Problem ▸ Output all the entries word for word. Omit the pictures.

Given entries ▸
★ ★ ★ ★ ★

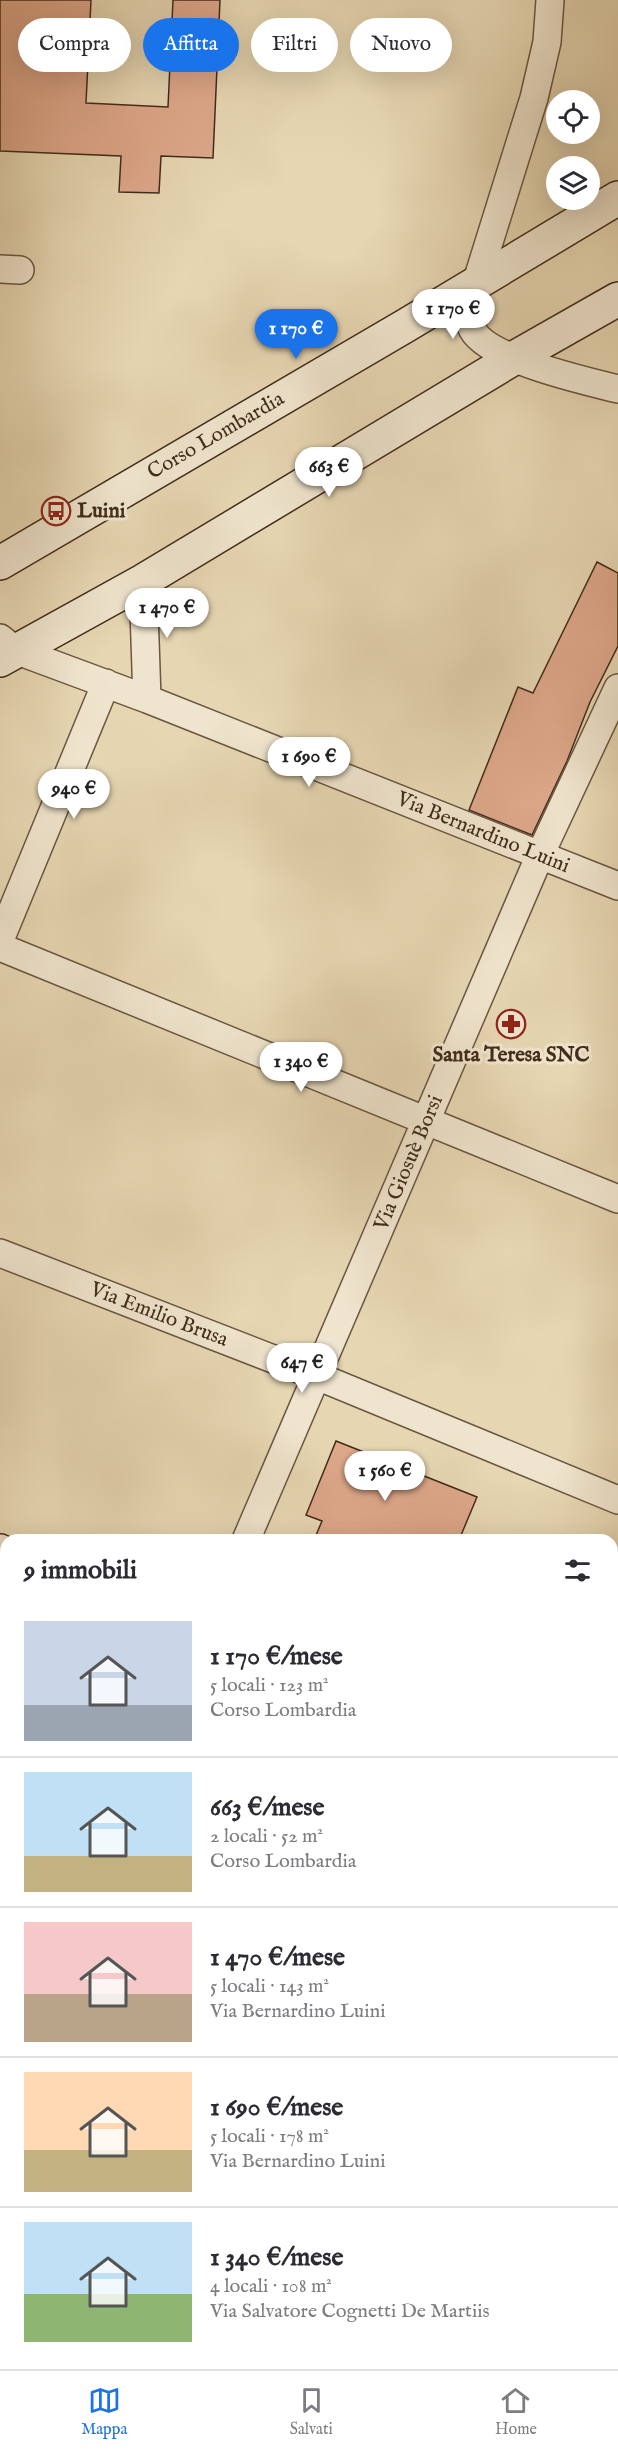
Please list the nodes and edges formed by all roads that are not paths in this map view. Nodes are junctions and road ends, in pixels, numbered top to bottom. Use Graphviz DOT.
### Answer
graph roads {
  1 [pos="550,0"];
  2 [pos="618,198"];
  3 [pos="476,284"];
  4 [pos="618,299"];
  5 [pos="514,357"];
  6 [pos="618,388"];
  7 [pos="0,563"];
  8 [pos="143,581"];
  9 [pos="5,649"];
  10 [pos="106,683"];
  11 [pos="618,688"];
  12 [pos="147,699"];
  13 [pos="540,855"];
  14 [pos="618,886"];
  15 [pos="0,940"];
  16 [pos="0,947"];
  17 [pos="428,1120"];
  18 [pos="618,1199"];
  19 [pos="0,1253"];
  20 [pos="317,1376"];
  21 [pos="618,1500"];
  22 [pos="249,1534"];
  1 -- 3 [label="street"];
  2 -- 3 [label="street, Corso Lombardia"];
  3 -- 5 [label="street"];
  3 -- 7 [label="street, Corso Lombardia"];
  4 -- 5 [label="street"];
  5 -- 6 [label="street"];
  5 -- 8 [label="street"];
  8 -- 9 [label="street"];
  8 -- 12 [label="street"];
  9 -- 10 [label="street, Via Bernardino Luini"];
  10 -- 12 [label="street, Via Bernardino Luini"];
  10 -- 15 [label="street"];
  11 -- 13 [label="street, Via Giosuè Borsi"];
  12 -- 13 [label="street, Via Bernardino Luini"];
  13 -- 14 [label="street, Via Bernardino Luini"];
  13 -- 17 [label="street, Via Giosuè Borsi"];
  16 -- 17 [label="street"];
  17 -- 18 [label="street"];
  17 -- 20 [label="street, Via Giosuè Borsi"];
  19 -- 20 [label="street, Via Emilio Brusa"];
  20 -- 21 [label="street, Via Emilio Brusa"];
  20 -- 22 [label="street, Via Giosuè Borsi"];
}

★ ★ ★ ★ ★

Result ▸
Please list the nodes and edges formed by all roads that are not paths in this map view. Nodes are junctions and road ends, in pixels, numbered top to bottom. Use Graphviz DOT.
### Answer
graph roads {
  1 [pos="550,0"];
  2 [pos="618,198"];
  3 [pos="476,284"];
  4 [pos="618,299"];
  5 [pos="514,357"];
  6 [pos="618,388"];
  7 [pos="0,563"];
  8 [pos="143,581"];
  9 [pos="5,649"];
  10 [pos="106,683"];
  11 [pos="618,688"];
  12 [pos="147,699"];
  13 [pos="540,855"];
  14 [pos="618,886"];
  15 [pos="0,940"];
  16 [pos="0,947"];
  17 [pos="428,1120"];
  18 [pos="618,1199"];
  19 [pos="0,1253"];
  20 [pos="317,1376"];
  21 [pos="618,1500"];
  22 [pos="249,1534"];
  1 -- 3 [label="street"];
  2 -- 3 [label="street, Corso Lombardia"];
  3 -- 5 [label="street"];
  3 -- 7 [label="street, Corso Lombardia"];
  4 -- 5 [label="street"];
  5 -- 6 [label="street"];
  5 -- 8 [label="street"];
  8 -- 9 [label="street"];
  8 -- 12 [label="street"];
  9 -- 10 [label="street, Via Bernardino Luini"];
  10 -- 12 [label="street, Via Bernardino Luini"];
  10 -- 15 [label="street"];
  11 -- 13 [label="street, Via Giosuè Borsi"];
  12 -- 13 [label="street, Via Bernardino Luini"];
  13 -- 14 [label="street, Via Bernardino Luini"];
  13 -- 17 [label="street, Via Giosuè Borsi"];
  16 -- 17 [label="street"];
  17 -- 18 [label="street"];
  17 -- 20 [label="street, Via Giosuè Borsi"];
  19 -- 20 [label="street, Via Emilio Brusa"];
  20 -- 21 [label="street, Via Emilio Brusa"];
  20 -- 22 [label="street, Via Giosuè Borsi"];
}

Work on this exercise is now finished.